Mahasiswa juga menuntut proses hukum yang transparan atas dugaan kekerasan aparat. “Dari SOP kepolisian yang kami tahu, aparat tidak boleh tersulut emosi dalam menangani aksi. Kami meminta diusut tuntas tindakan represif aparat dalam pengamanan demonstrasi di Sumut,” ucap orator lainnya.
Menanggapi tuntutan tersebut, Kapolda Sumut, Irjen Pol Whisnu menyatakan kesiapannya untuk dipindahtugaskan jika ada perintah resmi dari Kapolri.

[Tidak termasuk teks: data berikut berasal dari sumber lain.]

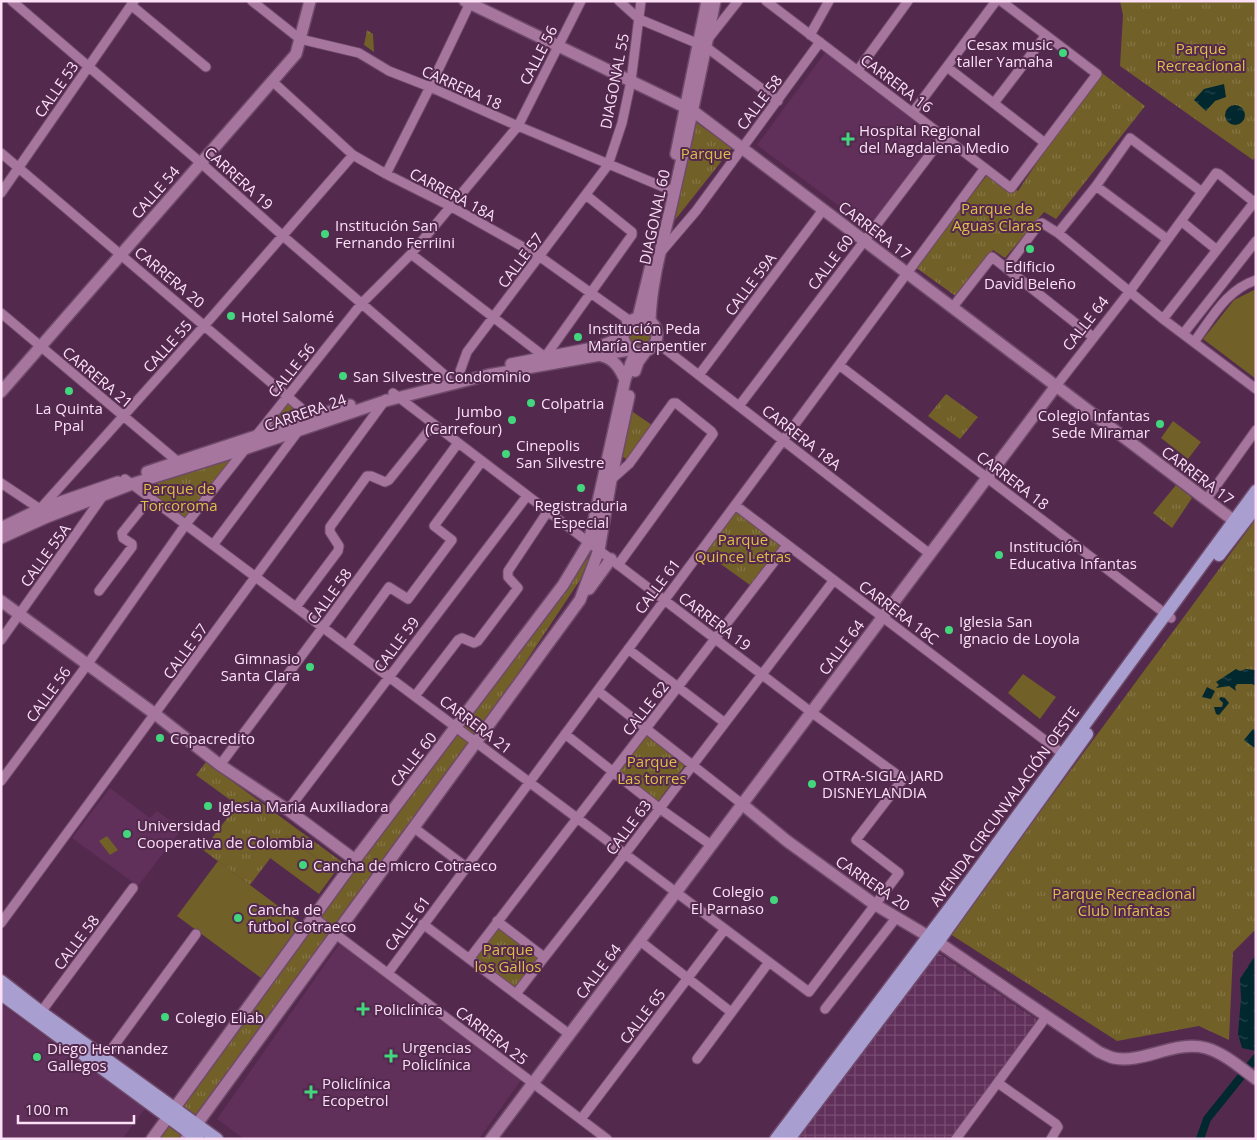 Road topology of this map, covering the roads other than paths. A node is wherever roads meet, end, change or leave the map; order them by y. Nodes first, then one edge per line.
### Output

“Saya insan Bhayangkara, siap dipindahtugaskan di mana saja asal ada perintah Kapolri. Kalau ada telegram hari ini, saya pindah,” ucapnya.
Dia juga menjelaskan bahwa baru menjabat sebagai Kapolda Sumut sejak Juni 2024 dan telah berpengalaman menghadapi situasi sulit.
“Saya tujuh tahun di Papua, berhadapan dengan saudara-saudara kita di sana,” katanya.
Aksi berlangsung damai dan menjadi simbol solidaritas mahasiswa terhadap korban serta seruan untuk penegakan keadilan.